• Entries shown
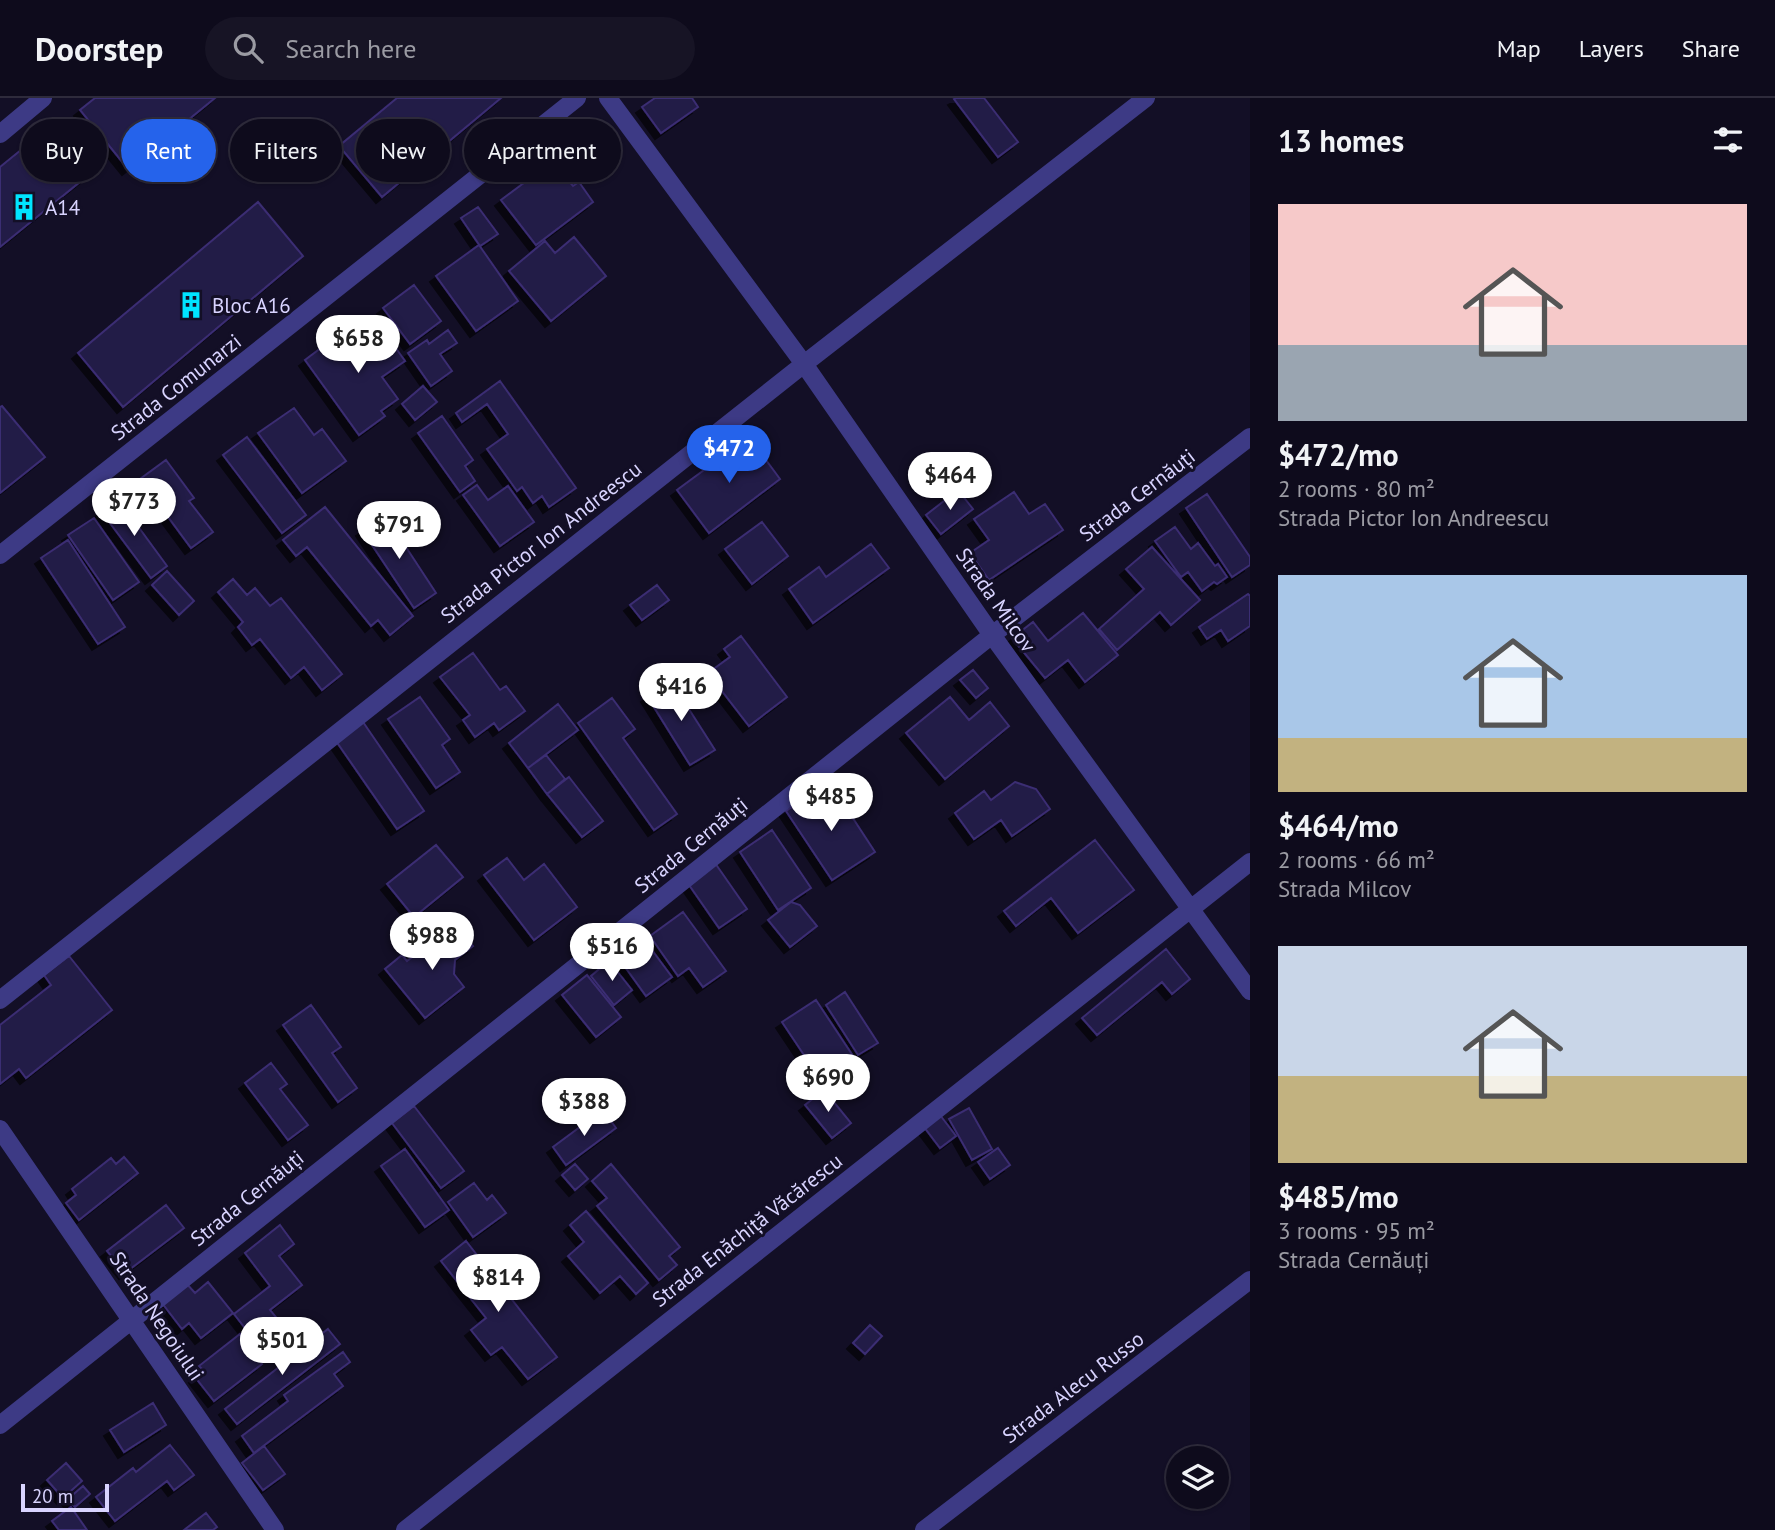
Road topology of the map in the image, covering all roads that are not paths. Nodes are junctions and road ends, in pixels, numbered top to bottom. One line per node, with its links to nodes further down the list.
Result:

---

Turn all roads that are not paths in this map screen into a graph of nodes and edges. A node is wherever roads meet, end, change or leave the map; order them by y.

==

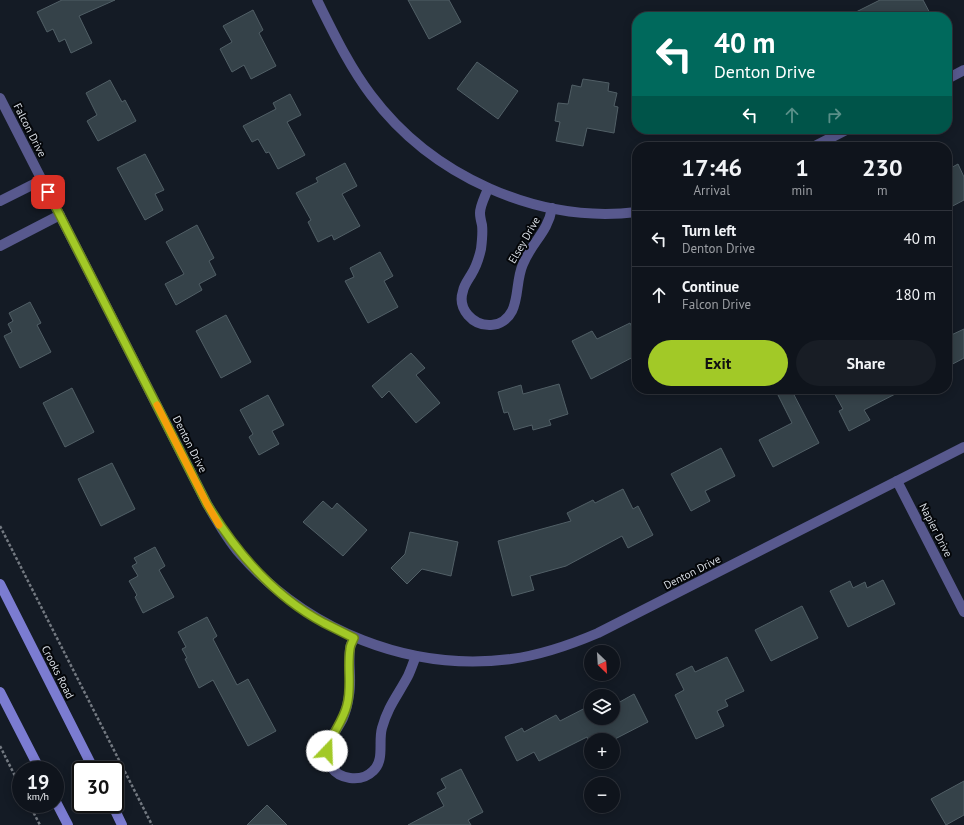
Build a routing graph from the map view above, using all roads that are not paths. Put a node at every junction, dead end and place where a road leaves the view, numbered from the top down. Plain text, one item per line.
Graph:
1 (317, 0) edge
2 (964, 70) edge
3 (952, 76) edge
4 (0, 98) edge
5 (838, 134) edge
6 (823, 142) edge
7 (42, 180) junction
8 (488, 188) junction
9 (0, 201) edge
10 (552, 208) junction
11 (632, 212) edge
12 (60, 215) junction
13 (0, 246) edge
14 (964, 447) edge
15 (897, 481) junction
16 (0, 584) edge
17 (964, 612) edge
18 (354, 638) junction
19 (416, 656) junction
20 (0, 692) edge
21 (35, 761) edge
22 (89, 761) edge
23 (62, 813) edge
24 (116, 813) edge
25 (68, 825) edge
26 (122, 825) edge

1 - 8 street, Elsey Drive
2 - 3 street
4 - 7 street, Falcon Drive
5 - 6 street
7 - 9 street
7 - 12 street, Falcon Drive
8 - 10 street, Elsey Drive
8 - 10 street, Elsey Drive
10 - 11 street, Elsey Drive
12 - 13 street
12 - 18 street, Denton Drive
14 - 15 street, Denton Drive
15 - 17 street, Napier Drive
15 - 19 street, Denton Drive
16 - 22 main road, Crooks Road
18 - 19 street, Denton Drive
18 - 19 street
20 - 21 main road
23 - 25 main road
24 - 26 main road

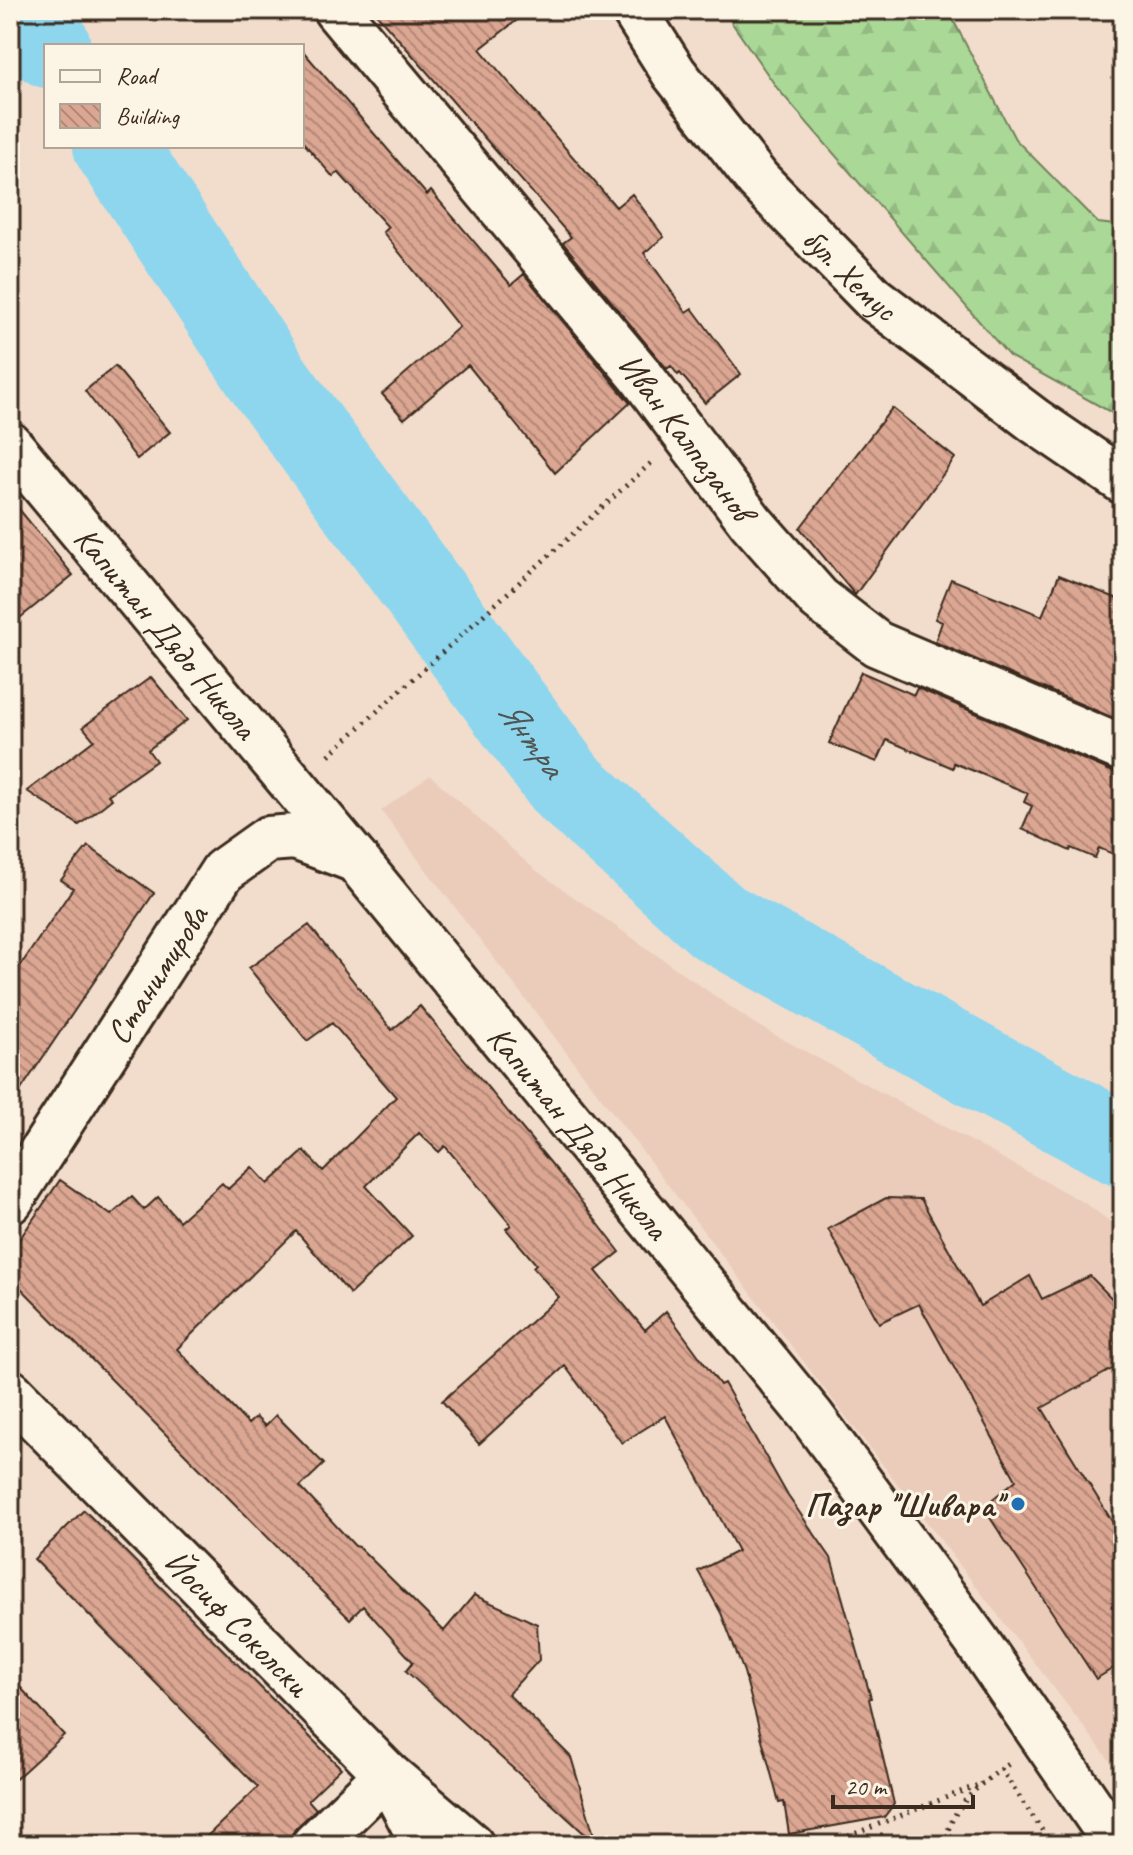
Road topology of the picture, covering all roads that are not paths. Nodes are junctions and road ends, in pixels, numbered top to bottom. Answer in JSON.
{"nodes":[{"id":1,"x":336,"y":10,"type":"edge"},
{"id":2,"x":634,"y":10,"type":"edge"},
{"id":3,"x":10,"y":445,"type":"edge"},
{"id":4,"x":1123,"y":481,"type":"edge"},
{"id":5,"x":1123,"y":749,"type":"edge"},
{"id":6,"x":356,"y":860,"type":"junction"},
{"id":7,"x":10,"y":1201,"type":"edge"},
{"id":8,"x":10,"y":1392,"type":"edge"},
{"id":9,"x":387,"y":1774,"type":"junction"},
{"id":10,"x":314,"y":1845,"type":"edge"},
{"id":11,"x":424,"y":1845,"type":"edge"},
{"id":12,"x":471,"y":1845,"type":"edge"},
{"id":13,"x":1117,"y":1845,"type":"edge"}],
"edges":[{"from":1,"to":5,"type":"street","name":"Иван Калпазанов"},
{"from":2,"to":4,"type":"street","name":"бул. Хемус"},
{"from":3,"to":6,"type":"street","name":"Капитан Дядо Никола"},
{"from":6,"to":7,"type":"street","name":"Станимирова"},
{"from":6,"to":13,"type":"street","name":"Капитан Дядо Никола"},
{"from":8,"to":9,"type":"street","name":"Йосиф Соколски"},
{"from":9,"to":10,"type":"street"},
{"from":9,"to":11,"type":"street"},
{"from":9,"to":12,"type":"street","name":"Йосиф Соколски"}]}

• Exercise description
Where a line of the data includes the string "down", list that line.

• Result below
Road topology of the map in the image, covering all roads that are not paths. Nodes are junctions and road ends, in pixels, numbered top to bottom. One line per node, with its links to nodes further down the list.
Build a routing graph from the map view above, using all roads that are not paths. Put a node at every junction, dead end and place where a road leaves the view, numbered from the top down. Plain text, one item per line.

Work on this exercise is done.